↓

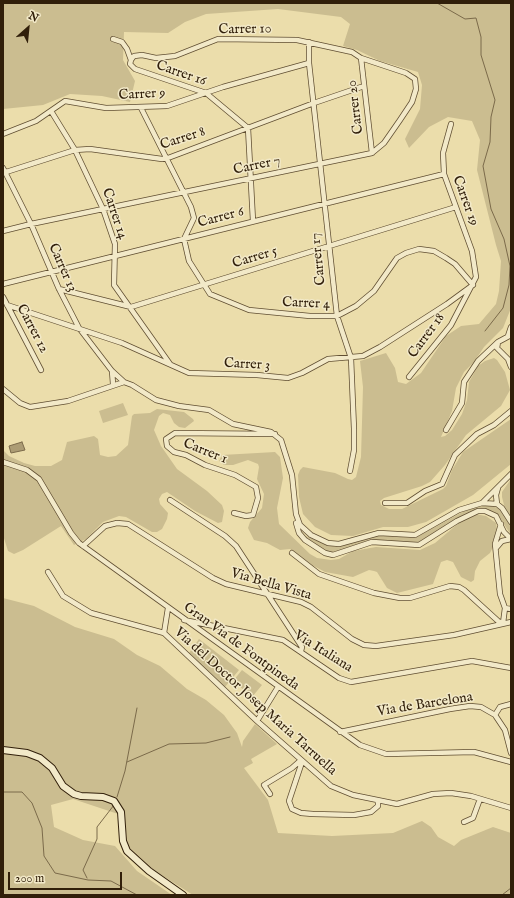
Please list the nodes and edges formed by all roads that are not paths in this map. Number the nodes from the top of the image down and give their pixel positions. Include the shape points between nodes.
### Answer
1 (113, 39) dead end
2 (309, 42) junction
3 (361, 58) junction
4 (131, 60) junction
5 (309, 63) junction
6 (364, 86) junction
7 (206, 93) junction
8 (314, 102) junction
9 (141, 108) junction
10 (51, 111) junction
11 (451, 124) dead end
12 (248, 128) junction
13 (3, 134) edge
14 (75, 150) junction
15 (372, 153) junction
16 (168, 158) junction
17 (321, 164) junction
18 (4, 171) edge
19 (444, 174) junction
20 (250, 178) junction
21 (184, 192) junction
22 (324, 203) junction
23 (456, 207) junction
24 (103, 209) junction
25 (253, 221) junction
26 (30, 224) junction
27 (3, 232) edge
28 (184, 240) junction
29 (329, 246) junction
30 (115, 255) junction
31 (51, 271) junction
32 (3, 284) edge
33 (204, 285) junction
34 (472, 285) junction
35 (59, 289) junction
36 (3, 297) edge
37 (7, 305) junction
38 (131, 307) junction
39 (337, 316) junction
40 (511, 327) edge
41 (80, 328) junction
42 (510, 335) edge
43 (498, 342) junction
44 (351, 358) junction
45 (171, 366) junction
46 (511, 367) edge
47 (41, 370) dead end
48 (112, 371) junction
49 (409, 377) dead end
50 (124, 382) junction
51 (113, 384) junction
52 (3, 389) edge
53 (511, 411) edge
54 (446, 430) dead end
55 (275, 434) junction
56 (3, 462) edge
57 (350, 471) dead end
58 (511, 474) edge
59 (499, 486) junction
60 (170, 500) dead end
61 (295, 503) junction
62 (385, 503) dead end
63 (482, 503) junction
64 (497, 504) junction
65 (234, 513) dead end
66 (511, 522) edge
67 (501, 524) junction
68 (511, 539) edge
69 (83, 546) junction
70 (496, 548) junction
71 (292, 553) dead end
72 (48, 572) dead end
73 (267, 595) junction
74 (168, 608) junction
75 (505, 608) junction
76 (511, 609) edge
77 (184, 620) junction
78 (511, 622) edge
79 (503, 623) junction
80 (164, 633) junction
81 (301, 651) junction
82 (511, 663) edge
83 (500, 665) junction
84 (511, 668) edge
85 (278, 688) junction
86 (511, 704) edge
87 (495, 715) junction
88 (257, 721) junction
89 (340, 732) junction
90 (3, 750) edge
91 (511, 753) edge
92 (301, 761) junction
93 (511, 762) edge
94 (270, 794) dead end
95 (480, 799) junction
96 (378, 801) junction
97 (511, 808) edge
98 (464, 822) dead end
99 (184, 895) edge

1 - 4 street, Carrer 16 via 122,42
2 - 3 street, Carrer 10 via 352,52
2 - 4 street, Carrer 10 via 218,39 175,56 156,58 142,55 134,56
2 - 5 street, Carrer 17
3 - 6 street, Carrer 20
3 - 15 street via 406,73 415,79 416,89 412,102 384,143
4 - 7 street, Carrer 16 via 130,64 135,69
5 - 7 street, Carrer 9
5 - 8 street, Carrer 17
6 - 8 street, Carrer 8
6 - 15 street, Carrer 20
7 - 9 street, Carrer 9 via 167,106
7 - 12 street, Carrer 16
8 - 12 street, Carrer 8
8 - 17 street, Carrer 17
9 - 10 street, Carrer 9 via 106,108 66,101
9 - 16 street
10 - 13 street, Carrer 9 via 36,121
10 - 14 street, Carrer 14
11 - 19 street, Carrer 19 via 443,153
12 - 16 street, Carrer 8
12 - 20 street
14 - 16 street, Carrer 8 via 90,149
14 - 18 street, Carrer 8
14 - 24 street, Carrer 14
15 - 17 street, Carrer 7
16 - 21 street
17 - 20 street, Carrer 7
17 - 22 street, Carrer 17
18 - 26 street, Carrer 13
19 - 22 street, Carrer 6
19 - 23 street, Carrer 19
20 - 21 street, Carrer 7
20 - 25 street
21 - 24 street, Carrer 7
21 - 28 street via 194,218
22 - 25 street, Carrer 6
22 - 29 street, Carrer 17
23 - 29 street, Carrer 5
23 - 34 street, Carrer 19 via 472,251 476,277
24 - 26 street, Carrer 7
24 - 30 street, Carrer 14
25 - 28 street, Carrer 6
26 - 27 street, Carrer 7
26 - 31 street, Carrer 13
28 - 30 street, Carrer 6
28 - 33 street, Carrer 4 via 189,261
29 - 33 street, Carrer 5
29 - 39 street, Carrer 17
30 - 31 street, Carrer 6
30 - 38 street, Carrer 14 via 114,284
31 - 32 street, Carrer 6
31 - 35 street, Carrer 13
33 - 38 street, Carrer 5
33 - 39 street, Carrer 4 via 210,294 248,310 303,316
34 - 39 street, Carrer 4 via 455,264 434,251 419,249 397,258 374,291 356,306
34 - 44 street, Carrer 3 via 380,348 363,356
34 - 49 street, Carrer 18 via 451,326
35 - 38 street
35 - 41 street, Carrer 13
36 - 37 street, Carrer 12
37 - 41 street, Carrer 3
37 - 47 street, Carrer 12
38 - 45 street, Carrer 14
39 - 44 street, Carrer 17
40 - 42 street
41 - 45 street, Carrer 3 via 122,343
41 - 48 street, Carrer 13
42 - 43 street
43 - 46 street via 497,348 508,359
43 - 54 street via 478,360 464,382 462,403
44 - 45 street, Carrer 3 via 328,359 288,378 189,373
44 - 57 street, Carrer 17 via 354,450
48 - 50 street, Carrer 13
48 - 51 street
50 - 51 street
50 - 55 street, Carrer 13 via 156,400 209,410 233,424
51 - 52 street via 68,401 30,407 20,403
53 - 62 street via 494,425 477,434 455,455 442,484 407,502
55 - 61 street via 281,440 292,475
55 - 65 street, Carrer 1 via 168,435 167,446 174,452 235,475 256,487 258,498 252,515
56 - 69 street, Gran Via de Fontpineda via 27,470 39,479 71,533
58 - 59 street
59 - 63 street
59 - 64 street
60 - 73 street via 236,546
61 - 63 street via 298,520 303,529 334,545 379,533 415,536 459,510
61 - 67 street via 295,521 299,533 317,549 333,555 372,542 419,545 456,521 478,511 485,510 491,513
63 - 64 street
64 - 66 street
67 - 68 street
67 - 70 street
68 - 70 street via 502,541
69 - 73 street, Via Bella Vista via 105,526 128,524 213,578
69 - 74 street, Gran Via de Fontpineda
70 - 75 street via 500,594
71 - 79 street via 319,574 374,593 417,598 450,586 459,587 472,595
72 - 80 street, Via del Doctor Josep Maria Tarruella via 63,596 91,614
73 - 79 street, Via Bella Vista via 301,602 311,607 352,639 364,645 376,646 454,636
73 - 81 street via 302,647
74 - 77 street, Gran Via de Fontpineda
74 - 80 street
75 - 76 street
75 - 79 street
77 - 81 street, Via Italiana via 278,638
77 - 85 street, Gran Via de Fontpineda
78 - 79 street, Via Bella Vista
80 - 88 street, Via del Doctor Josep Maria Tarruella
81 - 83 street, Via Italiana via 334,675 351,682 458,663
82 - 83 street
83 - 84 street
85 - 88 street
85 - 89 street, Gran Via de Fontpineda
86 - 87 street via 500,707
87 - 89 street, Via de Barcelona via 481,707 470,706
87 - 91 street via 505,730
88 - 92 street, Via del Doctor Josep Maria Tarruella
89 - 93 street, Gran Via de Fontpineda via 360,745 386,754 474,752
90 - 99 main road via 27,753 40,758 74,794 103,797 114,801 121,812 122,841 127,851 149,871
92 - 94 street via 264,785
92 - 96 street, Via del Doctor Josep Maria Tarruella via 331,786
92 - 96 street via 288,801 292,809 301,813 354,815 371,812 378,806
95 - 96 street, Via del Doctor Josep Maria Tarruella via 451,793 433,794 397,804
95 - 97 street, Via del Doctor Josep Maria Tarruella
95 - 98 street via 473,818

↑

[Work required] Look through the lines above and collect those with the word "Gran".

[Your response]
56 - 69 street, Gran Via de Fontpineda via 27,470 39,479 71,533
69 - 74 street, Gran Via de Fontpineda
74 - 77 street, Gran Via de Fontpineda
77 - 85 street, Gran Via de Fontpineda
85 - 89 street, Gran Via de Fontpineda
89 - 93 street, Gran Via de Fontpineda via 360,745 386,754 474,752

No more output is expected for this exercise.